After the season ended, Ahmed joined Pune for the I-League campaign on loan before rejoining Kerala Blasters for 2015. For the 2015 season, Ahmed became a player-assistant coach for the Kerala Blasters. After the Indian Super League season, on 26 February 2016, it was announced that Ahmed would join another I-League side on loan, Mumbai for the 2015–16 season.

===Mohammedan===
on 26 May 2017, it was announced that Ahmed would join I-League 2nd Division side on loan, Mohammedan for next two season.

==International career==
After good performances for Dempo, Ahmed was called up to the India U23 side by head coach, Stephen Constantine, for Olympic qualification. Ahmed scored on his debut for the side against Turkmenistan U23 as India won 1–0. In 2005 he was called for the national team for 2006 World Cup qualification matches but could not find place in first 11.

==Coaching career==
He started his coaching career with Kerala Blasters as player cum assistant manager in 2015. After retirement from football, he joined Jamshedpur FC as their assistant coach under Steve Coppell, with whom he previously worked at Kerala Blasters. After Coppell's departure from Jamshedpur he also left the club. In 2019 Ishfaq returned to Kerala Blasters as their assistant coach under the newly appointed head coach Eelco Schattorie.

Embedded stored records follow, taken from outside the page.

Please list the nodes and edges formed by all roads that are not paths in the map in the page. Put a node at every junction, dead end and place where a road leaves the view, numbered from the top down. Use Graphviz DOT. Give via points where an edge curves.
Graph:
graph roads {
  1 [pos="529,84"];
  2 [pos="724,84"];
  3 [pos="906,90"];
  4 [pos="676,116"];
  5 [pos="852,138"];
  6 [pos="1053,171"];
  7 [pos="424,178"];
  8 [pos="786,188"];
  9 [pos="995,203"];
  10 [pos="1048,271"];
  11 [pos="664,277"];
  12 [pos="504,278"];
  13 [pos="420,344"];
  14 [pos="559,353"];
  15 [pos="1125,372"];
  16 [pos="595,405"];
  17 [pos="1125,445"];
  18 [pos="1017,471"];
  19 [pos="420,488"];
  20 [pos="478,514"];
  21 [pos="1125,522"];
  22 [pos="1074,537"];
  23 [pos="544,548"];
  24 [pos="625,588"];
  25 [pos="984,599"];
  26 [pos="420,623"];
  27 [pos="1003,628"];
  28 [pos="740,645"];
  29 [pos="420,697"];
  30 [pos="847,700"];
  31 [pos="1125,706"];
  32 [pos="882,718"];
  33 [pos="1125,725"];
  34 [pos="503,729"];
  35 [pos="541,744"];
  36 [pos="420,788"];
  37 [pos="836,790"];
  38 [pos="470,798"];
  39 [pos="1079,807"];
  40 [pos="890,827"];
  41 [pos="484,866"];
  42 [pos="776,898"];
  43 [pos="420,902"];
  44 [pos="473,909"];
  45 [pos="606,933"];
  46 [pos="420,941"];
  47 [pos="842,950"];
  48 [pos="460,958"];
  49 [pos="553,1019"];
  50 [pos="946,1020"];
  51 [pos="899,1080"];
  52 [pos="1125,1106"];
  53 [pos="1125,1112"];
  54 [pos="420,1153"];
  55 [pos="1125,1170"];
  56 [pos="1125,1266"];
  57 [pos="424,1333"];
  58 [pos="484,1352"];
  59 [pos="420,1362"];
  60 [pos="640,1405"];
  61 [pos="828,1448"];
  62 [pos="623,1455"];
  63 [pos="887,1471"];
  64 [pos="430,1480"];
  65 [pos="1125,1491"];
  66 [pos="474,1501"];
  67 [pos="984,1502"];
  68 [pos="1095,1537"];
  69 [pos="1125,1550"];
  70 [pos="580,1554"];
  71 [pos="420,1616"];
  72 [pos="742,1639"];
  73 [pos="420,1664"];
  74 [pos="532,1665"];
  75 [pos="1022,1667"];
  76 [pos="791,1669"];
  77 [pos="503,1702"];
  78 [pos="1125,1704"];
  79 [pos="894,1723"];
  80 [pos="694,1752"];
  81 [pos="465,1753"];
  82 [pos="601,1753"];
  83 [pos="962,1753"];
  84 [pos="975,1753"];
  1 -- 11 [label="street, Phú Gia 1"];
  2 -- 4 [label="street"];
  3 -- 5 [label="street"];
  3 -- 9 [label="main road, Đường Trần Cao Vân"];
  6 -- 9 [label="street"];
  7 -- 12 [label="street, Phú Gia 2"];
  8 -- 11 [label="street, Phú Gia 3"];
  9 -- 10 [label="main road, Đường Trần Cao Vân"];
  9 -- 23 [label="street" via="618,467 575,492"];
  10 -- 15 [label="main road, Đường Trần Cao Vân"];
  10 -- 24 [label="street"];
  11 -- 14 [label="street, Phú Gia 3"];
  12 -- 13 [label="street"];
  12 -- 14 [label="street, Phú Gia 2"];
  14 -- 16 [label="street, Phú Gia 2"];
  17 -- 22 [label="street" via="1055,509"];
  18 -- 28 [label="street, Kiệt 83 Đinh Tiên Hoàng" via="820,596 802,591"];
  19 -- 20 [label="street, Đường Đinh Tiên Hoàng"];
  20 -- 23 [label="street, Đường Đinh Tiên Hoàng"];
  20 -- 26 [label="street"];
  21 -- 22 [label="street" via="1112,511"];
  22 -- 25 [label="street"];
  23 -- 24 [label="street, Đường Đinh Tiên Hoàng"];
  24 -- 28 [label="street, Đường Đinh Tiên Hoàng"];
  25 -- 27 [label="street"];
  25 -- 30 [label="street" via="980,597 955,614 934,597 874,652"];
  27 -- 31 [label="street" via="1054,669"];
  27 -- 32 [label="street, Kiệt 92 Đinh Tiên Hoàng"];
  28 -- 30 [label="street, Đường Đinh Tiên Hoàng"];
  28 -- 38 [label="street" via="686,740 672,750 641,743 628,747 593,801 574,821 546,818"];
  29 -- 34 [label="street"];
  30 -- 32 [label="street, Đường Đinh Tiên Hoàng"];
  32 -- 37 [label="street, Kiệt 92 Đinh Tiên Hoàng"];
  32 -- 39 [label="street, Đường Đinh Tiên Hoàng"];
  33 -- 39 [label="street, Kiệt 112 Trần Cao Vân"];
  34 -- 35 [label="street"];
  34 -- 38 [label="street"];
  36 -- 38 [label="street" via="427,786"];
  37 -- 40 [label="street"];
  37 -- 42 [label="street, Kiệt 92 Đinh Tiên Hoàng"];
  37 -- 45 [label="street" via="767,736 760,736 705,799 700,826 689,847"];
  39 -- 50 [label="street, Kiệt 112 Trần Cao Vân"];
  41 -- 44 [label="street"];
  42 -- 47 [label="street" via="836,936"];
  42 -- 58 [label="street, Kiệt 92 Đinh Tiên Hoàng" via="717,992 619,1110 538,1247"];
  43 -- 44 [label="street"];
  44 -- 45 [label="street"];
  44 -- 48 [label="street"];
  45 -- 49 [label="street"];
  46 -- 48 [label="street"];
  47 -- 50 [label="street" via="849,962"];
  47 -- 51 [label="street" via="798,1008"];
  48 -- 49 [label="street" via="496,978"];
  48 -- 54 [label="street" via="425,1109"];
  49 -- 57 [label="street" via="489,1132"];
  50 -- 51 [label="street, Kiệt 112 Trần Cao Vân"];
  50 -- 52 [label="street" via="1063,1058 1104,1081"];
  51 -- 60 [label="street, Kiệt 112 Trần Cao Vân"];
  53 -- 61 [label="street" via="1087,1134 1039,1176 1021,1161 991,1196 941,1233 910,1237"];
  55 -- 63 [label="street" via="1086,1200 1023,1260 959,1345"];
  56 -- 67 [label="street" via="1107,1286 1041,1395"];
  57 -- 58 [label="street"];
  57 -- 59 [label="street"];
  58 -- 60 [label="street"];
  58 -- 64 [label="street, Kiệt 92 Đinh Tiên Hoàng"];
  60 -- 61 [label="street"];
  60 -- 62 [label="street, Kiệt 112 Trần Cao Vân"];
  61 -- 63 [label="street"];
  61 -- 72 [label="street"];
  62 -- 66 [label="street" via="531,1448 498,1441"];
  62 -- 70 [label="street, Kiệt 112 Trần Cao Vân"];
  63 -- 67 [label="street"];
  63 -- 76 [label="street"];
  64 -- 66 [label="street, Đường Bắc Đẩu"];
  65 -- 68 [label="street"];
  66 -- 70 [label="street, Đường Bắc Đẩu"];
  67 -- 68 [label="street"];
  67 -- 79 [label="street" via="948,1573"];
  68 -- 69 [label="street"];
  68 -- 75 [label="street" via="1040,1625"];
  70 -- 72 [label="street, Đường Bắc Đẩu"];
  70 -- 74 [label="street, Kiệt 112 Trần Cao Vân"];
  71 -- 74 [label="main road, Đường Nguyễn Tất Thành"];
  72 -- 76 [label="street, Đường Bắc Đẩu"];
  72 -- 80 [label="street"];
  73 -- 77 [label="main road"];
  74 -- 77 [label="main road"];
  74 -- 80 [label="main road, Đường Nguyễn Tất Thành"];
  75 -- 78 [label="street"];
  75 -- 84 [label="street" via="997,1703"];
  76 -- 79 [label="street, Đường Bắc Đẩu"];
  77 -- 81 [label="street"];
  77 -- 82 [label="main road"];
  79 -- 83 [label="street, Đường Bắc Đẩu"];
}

In 2020 he extended his contract with the Blasters for another 3 years. On 17 February 2021, Ishfaq took over as the interim head coach at the Blasters after the head coach Kibu Vicuna and the club decided to part away on mutual consent. He managed the club in the last two games of the season.

After the Blasters' 2022–23 season, the club announced that they have mutually parted ways with Ishfaq as their assistant coach.

In October 2023, he joined I-League club Real Kashmir as new head coach. On 28 October, in the 2023–24 season opener, his team earned a 2–0 victory over Rajasthan United.

==AlFF committee member==
On 23 March 2017, Ishfaq was selected to the All India Football Federation's Technical Committee member.